▶ **Task instructions**: Pull out every line below holding the word "lane".

========================================

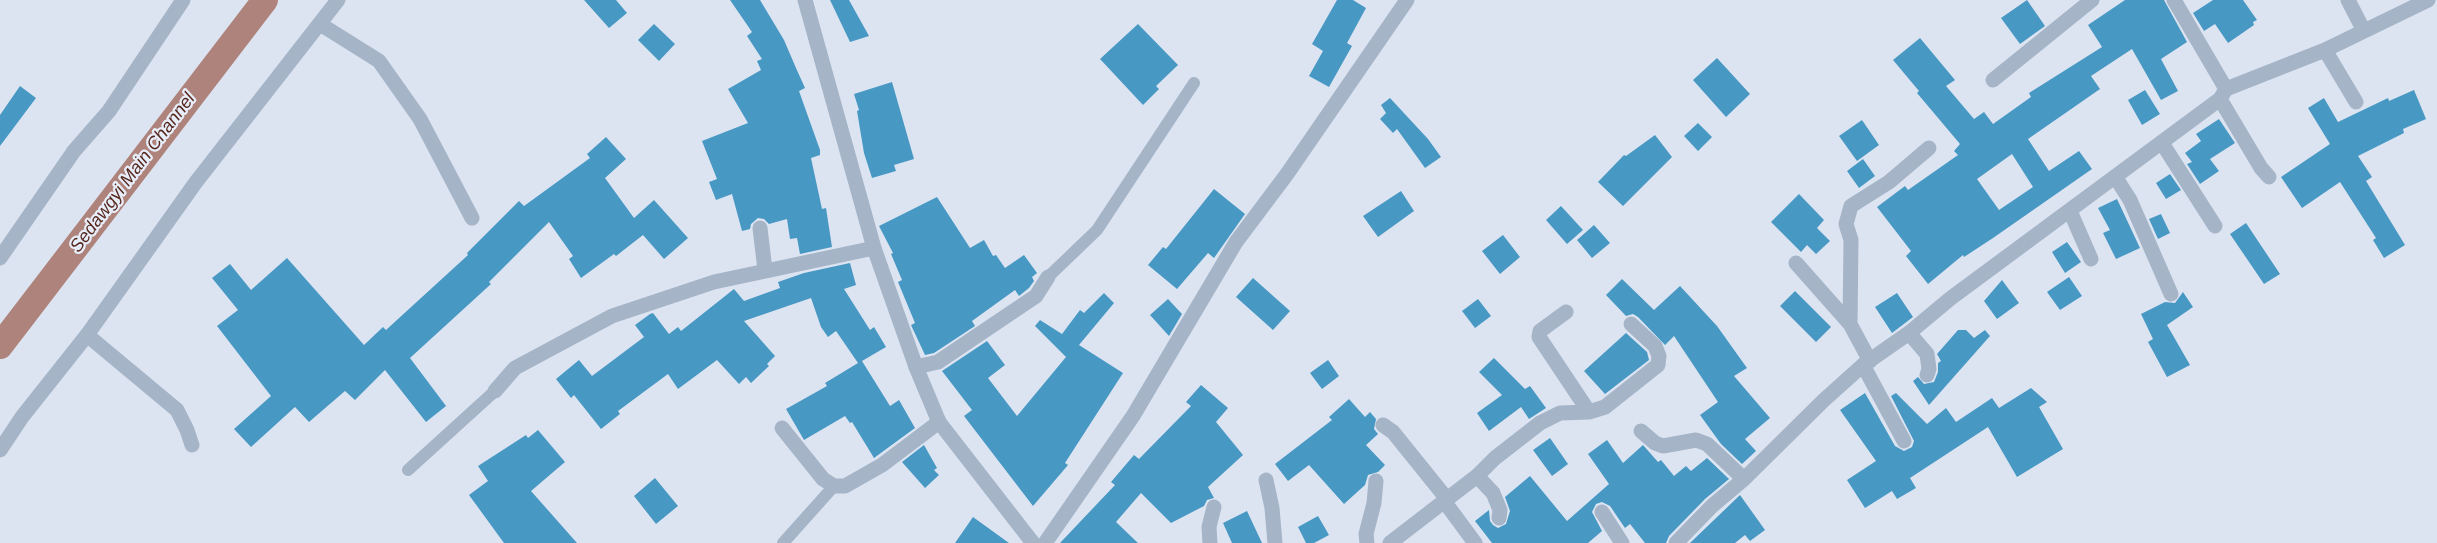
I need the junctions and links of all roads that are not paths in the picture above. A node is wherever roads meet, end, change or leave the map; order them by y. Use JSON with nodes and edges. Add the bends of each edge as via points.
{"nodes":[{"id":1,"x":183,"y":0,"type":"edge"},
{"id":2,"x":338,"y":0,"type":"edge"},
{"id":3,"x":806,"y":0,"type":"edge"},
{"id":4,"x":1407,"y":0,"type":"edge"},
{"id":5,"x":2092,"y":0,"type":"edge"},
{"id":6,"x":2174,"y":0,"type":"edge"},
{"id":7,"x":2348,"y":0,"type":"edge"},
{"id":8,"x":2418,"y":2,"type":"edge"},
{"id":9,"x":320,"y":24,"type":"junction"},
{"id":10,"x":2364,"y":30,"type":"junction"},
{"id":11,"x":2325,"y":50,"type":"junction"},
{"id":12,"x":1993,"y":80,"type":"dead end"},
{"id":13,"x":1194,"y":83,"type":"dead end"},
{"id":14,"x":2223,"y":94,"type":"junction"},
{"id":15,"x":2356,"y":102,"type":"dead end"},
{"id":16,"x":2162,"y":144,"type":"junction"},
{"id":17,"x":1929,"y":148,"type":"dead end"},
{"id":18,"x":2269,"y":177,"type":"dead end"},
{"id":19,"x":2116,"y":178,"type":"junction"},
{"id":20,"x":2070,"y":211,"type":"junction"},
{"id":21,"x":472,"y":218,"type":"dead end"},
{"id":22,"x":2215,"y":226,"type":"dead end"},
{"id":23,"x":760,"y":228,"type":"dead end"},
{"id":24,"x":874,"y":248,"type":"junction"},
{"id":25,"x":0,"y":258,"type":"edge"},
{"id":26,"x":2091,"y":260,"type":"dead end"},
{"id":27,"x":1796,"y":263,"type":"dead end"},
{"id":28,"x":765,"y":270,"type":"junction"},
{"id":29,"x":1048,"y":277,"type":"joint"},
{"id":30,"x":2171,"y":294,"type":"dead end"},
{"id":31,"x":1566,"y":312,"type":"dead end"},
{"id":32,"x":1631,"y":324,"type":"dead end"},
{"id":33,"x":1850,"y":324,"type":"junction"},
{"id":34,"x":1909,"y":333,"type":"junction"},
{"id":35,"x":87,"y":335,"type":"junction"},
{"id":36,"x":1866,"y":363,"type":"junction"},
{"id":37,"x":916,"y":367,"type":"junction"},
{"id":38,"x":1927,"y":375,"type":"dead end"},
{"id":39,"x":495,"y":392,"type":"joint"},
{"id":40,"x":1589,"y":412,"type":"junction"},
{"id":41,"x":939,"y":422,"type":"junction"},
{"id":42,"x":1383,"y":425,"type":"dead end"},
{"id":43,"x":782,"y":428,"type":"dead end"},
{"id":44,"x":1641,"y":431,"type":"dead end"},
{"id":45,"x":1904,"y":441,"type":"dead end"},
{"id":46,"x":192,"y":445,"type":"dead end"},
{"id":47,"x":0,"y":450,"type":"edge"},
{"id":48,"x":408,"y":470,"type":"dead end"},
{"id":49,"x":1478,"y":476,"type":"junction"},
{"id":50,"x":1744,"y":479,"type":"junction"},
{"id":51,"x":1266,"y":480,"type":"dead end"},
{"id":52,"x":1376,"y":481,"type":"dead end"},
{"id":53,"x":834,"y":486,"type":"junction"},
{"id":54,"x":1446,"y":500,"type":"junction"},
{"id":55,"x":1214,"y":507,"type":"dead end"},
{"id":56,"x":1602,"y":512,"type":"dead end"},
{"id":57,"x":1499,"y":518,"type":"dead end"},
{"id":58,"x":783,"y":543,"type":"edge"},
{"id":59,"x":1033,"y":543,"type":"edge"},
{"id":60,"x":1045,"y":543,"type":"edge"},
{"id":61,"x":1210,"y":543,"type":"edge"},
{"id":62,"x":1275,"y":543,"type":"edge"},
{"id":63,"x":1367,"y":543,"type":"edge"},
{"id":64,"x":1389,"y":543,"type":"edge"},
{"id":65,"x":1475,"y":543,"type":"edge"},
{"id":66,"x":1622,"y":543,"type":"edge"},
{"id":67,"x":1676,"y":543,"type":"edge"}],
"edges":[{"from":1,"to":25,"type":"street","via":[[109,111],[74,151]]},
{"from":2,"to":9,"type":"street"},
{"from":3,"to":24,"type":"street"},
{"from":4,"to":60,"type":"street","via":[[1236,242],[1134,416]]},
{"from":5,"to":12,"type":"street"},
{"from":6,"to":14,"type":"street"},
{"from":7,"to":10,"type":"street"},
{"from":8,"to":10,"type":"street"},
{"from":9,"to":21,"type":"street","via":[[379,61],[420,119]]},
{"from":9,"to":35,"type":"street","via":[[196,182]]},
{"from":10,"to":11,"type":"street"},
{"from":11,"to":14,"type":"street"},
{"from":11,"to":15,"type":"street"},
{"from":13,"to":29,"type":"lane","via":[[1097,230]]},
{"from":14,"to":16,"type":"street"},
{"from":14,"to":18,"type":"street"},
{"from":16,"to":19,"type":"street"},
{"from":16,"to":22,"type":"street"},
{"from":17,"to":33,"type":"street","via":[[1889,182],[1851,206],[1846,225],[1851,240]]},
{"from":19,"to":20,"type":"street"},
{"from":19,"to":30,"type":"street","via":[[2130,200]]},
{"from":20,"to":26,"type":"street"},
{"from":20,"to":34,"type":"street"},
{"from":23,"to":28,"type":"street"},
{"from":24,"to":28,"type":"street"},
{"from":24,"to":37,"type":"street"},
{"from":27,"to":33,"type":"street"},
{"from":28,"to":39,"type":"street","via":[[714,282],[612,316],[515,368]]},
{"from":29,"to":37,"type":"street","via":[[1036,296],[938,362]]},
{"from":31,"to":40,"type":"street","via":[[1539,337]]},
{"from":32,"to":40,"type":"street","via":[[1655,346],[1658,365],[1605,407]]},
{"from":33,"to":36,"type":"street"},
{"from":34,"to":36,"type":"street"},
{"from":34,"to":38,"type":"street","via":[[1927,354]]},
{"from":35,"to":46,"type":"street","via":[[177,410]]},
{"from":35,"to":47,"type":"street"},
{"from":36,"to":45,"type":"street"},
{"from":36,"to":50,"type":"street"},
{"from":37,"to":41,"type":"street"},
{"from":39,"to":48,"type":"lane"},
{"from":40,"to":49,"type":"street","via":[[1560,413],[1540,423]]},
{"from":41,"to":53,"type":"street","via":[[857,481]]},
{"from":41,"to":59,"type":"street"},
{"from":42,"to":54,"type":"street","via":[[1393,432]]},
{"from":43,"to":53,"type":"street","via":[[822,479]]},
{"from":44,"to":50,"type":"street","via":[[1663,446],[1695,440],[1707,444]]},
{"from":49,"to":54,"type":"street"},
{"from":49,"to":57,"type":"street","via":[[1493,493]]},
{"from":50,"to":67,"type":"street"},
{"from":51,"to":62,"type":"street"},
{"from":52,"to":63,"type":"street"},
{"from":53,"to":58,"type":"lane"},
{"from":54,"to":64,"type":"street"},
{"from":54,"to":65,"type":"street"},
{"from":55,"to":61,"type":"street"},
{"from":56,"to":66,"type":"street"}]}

========================================

▶ **Written response**:
{"from":13,"to":29,"type":"lane","via":[[1097,230]]},
{"from":39,"to":48,"type":"lane"},
{"from":53,"to":58,"type":"lane"},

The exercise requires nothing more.